● **What you are asked to do**: All of the entries are to be written out again verbatim.

● **Stored data**:
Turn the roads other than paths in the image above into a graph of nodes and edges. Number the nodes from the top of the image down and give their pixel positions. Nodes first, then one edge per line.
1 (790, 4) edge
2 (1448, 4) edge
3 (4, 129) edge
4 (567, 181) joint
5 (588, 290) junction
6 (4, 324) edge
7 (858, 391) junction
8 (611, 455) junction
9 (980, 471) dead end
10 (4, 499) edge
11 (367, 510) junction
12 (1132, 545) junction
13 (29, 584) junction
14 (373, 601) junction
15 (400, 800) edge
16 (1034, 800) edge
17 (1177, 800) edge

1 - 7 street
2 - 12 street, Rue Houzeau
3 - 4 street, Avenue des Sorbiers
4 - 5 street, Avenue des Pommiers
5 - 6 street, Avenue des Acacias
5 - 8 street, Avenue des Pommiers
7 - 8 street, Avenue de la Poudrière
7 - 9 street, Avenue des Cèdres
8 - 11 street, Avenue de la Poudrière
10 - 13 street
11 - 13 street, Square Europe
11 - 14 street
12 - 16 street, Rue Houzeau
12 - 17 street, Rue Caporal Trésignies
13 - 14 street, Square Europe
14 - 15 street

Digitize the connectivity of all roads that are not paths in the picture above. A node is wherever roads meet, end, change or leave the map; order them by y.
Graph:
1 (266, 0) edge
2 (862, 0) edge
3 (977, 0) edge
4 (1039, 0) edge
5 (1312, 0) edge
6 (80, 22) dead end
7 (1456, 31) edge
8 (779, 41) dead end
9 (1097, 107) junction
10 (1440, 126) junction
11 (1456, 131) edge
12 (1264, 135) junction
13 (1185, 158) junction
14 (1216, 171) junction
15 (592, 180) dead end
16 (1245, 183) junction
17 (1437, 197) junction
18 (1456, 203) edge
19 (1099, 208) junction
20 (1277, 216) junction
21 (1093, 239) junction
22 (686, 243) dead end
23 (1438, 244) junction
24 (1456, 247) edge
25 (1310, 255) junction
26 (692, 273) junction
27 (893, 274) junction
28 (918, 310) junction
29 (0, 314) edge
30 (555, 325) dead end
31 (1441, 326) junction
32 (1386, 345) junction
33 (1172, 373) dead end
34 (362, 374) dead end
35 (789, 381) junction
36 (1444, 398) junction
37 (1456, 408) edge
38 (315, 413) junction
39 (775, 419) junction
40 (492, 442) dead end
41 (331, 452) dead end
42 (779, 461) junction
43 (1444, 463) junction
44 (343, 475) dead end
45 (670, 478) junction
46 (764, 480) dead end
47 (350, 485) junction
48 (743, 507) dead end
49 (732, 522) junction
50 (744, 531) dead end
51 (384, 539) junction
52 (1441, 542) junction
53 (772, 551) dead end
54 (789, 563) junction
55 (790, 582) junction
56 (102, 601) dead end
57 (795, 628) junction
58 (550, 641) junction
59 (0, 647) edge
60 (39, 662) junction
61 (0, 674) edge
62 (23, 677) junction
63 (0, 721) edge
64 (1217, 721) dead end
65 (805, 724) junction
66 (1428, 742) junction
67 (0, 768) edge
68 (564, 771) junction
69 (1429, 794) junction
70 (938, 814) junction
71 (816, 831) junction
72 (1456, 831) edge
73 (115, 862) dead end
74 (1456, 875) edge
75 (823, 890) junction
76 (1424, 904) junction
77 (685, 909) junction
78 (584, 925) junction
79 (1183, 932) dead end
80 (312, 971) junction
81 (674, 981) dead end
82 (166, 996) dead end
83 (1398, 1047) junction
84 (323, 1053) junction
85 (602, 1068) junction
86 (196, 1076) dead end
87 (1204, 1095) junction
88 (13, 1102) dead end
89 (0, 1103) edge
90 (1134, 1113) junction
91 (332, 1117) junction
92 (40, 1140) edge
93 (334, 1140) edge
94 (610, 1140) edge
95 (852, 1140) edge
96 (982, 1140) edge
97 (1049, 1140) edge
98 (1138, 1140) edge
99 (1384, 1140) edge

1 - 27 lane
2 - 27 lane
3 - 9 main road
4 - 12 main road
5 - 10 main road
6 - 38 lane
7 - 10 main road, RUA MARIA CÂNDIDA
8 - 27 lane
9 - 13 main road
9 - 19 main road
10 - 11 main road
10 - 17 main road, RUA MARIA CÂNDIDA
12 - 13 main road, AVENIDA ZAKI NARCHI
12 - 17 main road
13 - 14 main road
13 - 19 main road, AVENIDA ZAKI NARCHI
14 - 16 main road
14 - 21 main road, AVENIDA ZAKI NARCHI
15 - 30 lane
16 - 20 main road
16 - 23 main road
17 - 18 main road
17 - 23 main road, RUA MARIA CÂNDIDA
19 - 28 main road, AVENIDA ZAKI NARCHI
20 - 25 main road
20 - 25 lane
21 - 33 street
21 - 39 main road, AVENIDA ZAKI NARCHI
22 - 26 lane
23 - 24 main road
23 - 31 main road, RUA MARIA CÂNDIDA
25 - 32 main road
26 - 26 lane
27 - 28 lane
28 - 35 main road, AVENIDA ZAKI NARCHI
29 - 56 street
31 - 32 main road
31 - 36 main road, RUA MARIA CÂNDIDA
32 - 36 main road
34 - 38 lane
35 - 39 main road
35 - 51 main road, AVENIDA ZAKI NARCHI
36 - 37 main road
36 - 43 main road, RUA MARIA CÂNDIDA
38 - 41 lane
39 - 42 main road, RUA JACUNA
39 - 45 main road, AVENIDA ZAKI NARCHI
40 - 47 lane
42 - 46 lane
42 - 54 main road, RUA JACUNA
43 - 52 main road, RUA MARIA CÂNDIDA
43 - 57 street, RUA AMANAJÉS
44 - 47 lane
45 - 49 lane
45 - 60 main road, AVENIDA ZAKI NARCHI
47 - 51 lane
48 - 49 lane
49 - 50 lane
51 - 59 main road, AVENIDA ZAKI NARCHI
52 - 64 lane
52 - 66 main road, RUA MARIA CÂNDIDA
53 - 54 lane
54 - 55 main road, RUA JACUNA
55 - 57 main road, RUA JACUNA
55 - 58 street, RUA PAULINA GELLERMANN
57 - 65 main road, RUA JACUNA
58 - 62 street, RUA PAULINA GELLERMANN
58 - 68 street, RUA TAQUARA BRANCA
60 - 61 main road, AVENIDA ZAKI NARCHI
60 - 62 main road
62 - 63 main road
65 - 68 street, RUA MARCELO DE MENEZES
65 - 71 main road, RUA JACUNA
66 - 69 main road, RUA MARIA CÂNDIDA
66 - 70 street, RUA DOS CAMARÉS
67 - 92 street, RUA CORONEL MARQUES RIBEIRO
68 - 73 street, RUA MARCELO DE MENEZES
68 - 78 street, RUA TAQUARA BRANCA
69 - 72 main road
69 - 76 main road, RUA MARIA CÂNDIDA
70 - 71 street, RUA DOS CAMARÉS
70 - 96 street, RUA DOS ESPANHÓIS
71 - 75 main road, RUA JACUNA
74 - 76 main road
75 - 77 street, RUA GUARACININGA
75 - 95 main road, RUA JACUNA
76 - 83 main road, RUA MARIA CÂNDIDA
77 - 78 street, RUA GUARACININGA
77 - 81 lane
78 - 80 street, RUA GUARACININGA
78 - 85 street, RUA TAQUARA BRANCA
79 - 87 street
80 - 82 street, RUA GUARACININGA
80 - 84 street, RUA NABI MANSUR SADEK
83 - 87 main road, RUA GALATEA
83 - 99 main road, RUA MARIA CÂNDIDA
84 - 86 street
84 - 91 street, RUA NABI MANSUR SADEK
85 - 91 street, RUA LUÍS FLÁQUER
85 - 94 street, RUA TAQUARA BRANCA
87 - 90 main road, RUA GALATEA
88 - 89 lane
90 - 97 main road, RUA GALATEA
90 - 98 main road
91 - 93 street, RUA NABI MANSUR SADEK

● **Problem solution**:
Turn the roads other than paths in the image above into a graph of nodes and edges. Number the nodes from the top of the image down and give their pixel positions. Nodes first, then one edge per line.
1 (790, 4) edge
2 (1448, 4) edge
3 (4, 129) edge
4 (567, 181) joint
5 (588, 290) junction
6 (4, 324) edge
7 (858, 391) junction
8 (611, 455) junction
9 (980, 471) dead end
10 (4, 499) edge
11 (367, 510) junction
12 (1132, 545) junction
13 (29, 584) junction
14 (373, 601) junction
15 (400, 800) edge
16 (1034, 800) edge
17 (1177, 800) edge

1 - 7 street
2 - 12 street, Rue Houzeau
3 - 4 street, Avenue des Sorbiers
4 - 5 street, Avenue des Pommiers
5 - 6 street, Avenue des Acacias
5 - 8 street, Avenue des Pommiers
7 - 8 street, Avenue de la Poudrière
7 - 9 street, Avenue des Cèdres
8 - 11 street, Avenue de la Poudrière
10 - 13 street
11 - 13 street, Square Europe
11 - 14 street
12 - 16 street, Rue Houzeau
12 - 17 street, Rue Caporal Trésignies
13 - 14 street, Square Europe
14 - 15 street

Digitize the connectivity of all roads that are not paths in the picture above. A node is wherever roads meet, end, change or leave the map; order them by y.
Graph:
1 (266, 0) edge
2 (862, 0) edge
3 (977, 0) edge
4 (1039, 0) edge
5 (1312, 0) edge
6 (80, 22) dead end
7 (1456, 31) edge
8 (779, 41) dead end
9 (1097, 107) junction
10 (1440, 126) junction
11 (1456, 131) edge
12 (1264, 135) junction
13 (1185, 158) junction
14 (1216, 171) junction
15 (592, 180) dead end
16 (1245, 183) junction
17 (1437, 197) junction
18 (1456, 203) edge
19 (1099, 208) junction
20 (1277, 216) junction
21 (1093, 239) junction
22 (686, 243) dead end
23 (1438, 244) junction
24 (1456, 247) edge
25 (1310, 255) junction
26 (692, 273) junction
27 (893, 274) junction
28 (918, 310) junction
29 (0, 314) edge
30 (555, 325) dead end
31 (1441, 326) junction
32 (1386, 345) junction
33 (1172, 373) dead end
34 (362, 374) dead end
35 (789, 381) junction
36 (1444, 398) junction
37 (1456, 408) edge
38 (315, 413) junction
39 (775, 419) junction
40 (492, 442) dead end
41 (331, 452) dead end
42 (779, 461) junction
43 (1444, 463) junction
44 (343, 475) dead end
45 (670, 478) junction
46 (764, 480) dead end
47 (350, 485) junction
48 (743, 507) dead end
49 (732, 522) junction
50 (744, 531) dead end
51 (384, 539) junction
52 (1441, 542) junction
53 (772, 551) dead end
54 (789, 563) junction
55 (790, 582) junction
56 (102, 601) dead end
57 (795, 628) junction
58 (550, 641) junction
59 (0, 647) edge
60 (39, 662) junction
61 (0, 674) edge
62 (23, 677) junction
63 (0, 721) edge
64 (1217, 721) dead end
65 (805, 724) junction
66 (1428, 742) junction
67 (0, 768) edge
68 (564, 771) junction
69 (1429, 794) junction
70 (938, 814) junction
71 (816, 831) junction
72 (1456, 831) edge
73 (115, 862) dead end
74 (1456, 875) edge
75 (823, 890) junction
76 (1424, 904) junction
77 (685, 909) junction
78 (584, 925) junction
79 (1183, 932) dead end
80 (312, 971) junction
81 (674, 981) dead end
82 (166, 996) dead end
83 (1398, 1047) junction
84 (323, 1053) junction
85 (602, 1068) junction
86 (196, 1076) dead end
87 (1204, 1095) junction
88 (13, 1102) dead end
89 (0, 1103) edge
90 (1134, 1113) junction
91 (332, 1117) junction
92 (40, 1140) edge
93 (334, 1140) edge
94 (610, 1140) edge
95 (852, 1140) edge
96 (982, 1140) edge
97 (1049, 1140) edge
98 (1138, 1140) edge
99 (1384, 1140) edge

1 - 27 lane
2 - 27 lane
3 - 9 main road
4 - 12 main road
5 - 10 main road
6 - 38 lane
7 - 10 main road, RUA MARIA CÂNDIDA
8 - 27 lane
9 - 13 main road
9 - 19 main road
10 - 11 main road
10 - 17 main road, RUA MARIA CÂNDIDA
12 - 13 main road, AVENIDA ZAKI NARCHI
12 - 17 main road
13 - 14 main road
13 - 19 main road, AVENIDA ZAKI NARCHI
14 - 16 main road
14 - 21 main road, AVENIDA ZAKI NARCHI
15 - 30 lane
16 - 20 main road
16 - 23 main road
17 - 18 main road
17 - 23 main road, RUA MARIA CÂNDIDA
19 - 28 main road, AVENIDA ZAKI NARCHI
20 - 25 main road
20 - 25 lane
21 - 33 street
21 - 39 main road, AVENIDA ZAKI NARCHI
22 - 26 lane
23 - 24 main road
23 - 31 main road, RUA MARIA CÂNDIDA
25 - 32 main road
26 - 26 lane
27 - 28 lane
28 - 35 main road, AVENIDA ZAKI NARCHI
29 - 56 street
31 - 32 main road
31 - 36 main road, RUA MARIA CÂNDIDA
32 - 36 main road
34 - 38 lane
35 - 39 main road
35 - 51 main road, AVENIDA ZAKI NARCHI
36 - 37 main road
36 - 43 main road, RUA MARIA CÂNDIDA
38 - 41 lane
39 - 42 main road, RUA JACUNA
39 - 45 main road, AVENIDA ZAKI NARCHI
40 - 47 lane
42 - 46 lane
42 - 54 main road, RUA JACUNA
43 - 52 main road, RUA MARIA CÂNDIDA
43 - 57 street, RUA AMANAJÉS
44 - 47 lane
45 - 49 lane
45 - 60 main road, AVENIDA ZAKI NARCHI
47 - 51 lane
48 - 49 lane
49 - 50 lane
51 - 59 main road, AVENIDA ZAKI NARCHI
52 - 64 lane
52 - 66 main road, RUA MARIA CÂNDIDA
53 - 54 lane
54 - 55 main road, RUA JACUNA
55 - 57 main road, RUA JACUNA
55 - 58 street, RUA PAULINA GELLERMANN
57 - 65 main road, RUA JACUNA
58 - 62 street, RUA PAULINA GELLERMANN
58 - 68 street, RUA TAQUARA BRANCA
60 - 61 main road, AVENIDA ZAKI NARCHI
60 - 62 main road
62 - 63 main road
65 - 68 street, RUA MARCELO DE MENEZES
65 - 71 main road, RUA JACUNA
66 - 69 main road, RUA MARIA CÂNDIDA
66 - 70 street, RUA DOS CAMARÉS
67 - 92 street, RUA CORONEL MARQUES RIBEIRO
68 - 73 street, RUA MARCELO DE MENEZES
68 - 78 street, RUA TAQUARA BRANCA
69 - 72 main road
69 - 76 main road, RUA MARIA CÂNDIDA
70 - 71 street, RUA DOS CAMARÉS
70 - 96 street, RUA DOS ESPANHÓIS
71 - 75 main road, RUA JACUNA
74 - 76 main road
75 - 77 street, RUA GUARACININGA
75 - 95 main road, RUA JACUNA
76 - 83 main road, RUA MARIA CÂNDIDA
77 - 78 street, RUA GUARACININGA
77 - 81 lane
78 - 80 street, RUA GUARACININGA
78 - 85 street, RUA TAQUARA BRANCA
79 - 87 street
80 - 82 street, RUA GUARACININGA
80 - 84 street, RUA NABI MANSUR SADEK
83 - 87 main road, RUA GALATEA
83 - 99 main road, RUA MARIA CÂNDIDA
84 - 86 street
84 - 91 street, RUA NABI MANSUR SADEK
85 - 91 street, RUA LUÍS FLÁQUER
85 - 94 street, RUA TAQUARA BRANCA
87 - 90 main road, RUA GALATEA
88 - 89 lane
90 - 97 main road, RUA GALATEA
90 - 98 main road
91 - 93 street, RUA NABI MANSUR SADEK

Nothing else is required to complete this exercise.